*WHAT IS NEEDED*
Go through the data and copy every line in which "Βουτζά" appears.

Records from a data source
- - - - -

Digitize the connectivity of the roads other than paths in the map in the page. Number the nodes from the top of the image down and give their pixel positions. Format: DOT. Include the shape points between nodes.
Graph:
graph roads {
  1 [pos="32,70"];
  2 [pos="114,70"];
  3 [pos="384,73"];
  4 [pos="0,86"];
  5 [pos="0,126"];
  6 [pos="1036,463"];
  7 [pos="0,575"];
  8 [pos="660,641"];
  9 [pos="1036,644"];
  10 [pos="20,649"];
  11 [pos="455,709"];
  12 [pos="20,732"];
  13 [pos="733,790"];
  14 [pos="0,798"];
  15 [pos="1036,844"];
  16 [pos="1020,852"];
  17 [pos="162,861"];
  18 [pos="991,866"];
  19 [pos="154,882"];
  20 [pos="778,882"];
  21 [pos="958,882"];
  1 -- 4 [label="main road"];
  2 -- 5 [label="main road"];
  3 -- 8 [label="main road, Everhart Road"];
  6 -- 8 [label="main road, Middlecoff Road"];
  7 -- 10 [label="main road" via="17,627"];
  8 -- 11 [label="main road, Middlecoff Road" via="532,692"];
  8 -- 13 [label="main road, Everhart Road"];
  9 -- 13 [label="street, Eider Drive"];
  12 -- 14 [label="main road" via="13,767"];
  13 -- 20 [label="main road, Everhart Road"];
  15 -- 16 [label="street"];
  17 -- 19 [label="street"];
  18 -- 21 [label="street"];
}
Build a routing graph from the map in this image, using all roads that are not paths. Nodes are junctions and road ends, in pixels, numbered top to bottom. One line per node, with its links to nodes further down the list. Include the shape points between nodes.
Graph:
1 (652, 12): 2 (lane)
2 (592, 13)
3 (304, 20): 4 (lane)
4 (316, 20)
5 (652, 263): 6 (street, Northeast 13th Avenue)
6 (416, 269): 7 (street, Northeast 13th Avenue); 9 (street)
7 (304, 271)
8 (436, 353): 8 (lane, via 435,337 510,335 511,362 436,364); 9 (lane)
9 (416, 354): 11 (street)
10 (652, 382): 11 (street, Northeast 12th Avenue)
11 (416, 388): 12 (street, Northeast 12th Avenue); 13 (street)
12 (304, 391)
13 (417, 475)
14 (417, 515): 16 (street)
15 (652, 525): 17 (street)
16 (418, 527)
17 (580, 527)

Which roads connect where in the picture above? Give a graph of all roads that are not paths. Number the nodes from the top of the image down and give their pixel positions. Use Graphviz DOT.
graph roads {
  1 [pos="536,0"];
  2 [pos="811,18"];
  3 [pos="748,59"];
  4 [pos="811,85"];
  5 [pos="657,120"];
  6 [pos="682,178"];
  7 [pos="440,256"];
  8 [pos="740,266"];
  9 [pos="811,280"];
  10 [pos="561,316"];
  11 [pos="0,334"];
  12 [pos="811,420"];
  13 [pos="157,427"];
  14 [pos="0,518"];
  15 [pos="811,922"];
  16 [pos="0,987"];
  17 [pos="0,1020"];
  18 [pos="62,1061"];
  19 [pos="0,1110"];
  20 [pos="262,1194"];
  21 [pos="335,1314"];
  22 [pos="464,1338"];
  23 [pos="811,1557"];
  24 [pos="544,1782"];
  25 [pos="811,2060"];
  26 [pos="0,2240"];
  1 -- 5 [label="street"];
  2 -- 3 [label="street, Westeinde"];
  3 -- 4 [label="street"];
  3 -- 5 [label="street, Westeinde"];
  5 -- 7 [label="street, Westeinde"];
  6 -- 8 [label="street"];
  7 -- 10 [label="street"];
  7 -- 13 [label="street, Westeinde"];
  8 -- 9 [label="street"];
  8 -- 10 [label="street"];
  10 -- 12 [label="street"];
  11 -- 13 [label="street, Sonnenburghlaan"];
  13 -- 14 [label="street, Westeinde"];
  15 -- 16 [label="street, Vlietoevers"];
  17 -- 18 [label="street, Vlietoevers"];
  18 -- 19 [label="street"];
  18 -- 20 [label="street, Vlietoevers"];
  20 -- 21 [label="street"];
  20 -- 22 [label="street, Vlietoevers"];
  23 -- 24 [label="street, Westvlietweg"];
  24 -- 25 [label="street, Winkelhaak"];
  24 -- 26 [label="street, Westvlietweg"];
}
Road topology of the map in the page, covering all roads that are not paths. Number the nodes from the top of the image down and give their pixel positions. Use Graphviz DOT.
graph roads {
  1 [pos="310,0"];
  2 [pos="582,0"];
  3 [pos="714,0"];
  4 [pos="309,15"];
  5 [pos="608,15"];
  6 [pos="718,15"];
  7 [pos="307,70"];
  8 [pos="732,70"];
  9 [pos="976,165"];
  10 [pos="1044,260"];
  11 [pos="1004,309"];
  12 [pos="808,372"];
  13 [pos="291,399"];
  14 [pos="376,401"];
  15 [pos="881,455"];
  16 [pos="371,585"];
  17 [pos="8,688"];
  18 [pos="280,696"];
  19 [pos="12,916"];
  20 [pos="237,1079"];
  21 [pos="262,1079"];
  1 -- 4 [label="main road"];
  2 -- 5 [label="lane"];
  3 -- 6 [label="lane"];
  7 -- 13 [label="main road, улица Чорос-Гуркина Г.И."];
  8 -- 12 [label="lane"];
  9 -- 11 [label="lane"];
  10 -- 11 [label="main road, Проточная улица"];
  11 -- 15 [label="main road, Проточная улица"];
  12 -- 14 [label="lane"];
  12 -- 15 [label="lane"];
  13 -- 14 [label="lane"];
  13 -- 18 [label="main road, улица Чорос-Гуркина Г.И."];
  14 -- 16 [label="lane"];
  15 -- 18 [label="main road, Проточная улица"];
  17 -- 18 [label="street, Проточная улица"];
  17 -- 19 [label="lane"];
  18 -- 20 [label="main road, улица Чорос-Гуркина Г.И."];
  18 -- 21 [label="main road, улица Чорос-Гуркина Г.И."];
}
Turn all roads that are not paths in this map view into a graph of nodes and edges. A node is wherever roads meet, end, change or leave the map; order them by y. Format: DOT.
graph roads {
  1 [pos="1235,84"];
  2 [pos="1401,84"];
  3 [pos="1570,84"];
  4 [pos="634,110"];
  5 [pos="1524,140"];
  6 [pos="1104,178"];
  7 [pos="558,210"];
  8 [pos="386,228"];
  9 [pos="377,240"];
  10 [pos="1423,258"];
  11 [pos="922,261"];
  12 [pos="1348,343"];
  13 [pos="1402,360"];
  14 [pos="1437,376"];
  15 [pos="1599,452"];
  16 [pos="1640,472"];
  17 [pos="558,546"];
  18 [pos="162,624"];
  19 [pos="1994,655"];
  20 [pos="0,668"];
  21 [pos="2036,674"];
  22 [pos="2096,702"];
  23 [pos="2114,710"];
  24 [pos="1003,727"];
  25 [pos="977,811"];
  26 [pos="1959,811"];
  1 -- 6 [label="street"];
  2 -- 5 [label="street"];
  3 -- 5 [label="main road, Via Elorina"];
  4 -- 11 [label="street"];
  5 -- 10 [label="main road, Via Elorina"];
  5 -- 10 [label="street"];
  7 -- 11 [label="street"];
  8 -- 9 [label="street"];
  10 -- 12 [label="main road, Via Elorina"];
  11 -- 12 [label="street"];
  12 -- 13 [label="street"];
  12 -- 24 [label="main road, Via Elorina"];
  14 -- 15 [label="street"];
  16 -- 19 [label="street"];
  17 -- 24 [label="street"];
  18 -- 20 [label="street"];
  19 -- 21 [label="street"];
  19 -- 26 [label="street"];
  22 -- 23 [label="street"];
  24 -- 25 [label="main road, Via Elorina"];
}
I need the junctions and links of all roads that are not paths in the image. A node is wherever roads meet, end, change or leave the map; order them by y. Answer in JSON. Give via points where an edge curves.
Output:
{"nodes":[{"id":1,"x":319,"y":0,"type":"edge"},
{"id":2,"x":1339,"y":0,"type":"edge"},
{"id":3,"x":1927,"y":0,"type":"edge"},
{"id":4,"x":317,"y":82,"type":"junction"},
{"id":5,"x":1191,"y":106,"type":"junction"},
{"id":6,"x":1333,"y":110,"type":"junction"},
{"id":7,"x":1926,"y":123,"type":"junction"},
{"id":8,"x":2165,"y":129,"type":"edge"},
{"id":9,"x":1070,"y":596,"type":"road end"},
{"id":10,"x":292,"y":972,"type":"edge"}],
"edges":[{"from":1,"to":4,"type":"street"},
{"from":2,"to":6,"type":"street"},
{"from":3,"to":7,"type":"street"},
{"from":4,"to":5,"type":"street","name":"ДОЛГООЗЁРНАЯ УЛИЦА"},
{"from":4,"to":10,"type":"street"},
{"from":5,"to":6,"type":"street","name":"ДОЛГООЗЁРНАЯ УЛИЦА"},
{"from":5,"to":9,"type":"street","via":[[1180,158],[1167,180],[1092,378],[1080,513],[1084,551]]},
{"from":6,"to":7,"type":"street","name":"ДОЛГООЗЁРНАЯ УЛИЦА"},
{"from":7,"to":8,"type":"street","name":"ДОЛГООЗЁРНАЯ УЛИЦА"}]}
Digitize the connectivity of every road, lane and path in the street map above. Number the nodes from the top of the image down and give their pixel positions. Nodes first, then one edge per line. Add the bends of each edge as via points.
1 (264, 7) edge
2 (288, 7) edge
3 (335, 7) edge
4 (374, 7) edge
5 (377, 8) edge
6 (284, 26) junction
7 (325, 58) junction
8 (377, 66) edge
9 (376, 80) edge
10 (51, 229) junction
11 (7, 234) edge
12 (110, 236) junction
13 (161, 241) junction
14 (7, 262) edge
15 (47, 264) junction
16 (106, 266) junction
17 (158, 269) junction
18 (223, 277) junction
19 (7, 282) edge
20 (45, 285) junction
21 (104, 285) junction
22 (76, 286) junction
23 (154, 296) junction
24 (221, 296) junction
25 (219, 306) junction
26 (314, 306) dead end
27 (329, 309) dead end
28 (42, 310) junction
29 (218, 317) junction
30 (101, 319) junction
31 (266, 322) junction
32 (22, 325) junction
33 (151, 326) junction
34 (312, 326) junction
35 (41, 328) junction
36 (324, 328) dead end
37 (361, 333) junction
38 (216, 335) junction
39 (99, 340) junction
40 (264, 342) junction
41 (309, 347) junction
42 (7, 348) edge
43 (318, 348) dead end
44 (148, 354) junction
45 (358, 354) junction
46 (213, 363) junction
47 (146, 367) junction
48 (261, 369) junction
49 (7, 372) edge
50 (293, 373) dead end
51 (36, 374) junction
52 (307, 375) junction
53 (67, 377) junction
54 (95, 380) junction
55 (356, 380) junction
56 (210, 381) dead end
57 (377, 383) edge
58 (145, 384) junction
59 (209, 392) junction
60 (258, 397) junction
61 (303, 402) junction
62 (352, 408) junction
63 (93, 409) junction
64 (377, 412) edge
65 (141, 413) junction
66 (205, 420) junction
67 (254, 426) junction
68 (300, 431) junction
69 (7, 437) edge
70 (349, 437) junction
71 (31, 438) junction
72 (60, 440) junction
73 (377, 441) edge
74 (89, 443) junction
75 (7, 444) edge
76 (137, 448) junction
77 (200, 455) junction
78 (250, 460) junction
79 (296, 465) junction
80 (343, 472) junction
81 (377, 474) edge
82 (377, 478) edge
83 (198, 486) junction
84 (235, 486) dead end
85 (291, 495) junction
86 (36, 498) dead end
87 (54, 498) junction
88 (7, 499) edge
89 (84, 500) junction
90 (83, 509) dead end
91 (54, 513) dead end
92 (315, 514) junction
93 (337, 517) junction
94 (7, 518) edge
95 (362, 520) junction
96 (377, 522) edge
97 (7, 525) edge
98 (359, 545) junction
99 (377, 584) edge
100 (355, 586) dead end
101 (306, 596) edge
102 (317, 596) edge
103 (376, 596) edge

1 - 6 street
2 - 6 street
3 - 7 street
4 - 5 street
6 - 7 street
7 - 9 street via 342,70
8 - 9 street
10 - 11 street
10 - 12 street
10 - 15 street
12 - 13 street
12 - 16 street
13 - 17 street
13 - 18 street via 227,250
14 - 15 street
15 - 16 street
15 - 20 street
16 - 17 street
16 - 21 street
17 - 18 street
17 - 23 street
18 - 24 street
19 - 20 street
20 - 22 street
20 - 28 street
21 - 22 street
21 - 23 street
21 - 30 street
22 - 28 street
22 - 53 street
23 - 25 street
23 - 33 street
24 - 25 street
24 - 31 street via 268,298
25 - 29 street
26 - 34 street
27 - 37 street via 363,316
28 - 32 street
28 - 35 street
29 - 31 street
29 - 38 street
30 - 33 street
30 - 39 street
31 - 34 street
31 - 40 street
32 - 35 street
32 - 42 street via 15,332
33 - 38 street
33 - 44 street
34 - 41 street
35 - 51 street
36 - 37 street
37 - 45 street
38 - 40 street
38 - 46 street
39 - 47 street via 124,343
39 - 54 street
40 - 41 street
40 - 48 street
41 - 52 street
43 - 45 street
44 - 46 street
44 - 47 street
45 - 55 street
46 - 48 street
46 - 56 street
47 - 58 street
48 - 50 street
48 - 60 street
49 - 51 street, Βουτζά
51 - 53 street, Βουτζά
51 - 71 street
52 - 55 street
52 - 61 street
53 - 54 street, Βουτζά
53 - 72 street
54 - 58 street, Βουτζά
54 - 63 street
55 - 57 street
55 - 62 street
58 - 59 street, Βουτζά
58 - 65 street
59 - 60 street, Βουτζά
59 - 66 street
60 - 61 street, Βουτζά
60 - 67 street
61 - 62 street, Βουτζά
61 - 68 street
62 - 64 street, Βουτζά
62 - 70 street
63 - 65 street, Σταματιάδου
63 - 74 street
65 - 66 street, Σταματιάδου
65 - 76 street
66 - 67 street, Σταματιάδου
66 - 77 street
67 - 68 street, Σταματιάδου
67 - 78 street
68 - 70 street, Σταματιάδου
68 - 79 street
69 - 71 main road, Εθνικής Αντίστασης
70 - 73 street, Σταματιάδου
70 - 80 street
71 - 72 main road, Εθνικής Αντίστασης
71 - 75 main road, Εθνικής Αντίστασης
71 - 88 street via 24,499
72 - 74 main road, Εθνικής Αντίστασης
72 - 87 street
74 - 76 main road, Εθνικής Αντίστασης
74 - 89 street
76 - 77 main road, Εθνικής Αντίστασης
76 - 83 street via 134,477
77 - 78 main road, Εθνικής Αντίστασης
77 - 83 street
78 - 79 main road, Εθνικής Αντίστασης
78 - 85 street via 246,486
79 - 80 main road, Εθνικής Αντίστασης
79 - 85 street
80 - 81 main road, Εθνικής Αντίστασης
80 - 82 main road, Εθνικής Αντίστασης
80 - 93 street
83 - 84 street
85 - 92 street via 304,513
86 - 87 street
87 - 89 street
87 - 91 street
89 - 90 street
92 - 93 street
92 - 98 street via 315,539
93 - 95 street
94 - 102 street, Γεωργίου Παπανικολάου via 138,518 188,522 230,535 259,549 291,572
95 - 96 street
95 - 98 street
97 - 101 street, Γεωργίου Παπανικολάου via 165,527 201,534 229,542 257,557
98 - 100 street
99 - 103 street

- - - - -

*TASK RESPONSE*
49 - 51 street, Βουτζά
51 - 53 street, Βουτζά
53 - 54 street, Βουτζά
54 - 58 street, Βουτζά
58 - 59 street, Βουτζά
59 - 60 street, Βουτζά
60 - 61 street, Βουτζά
61 - 62 street, Βουτζά
62 - 64 street, Βουτζά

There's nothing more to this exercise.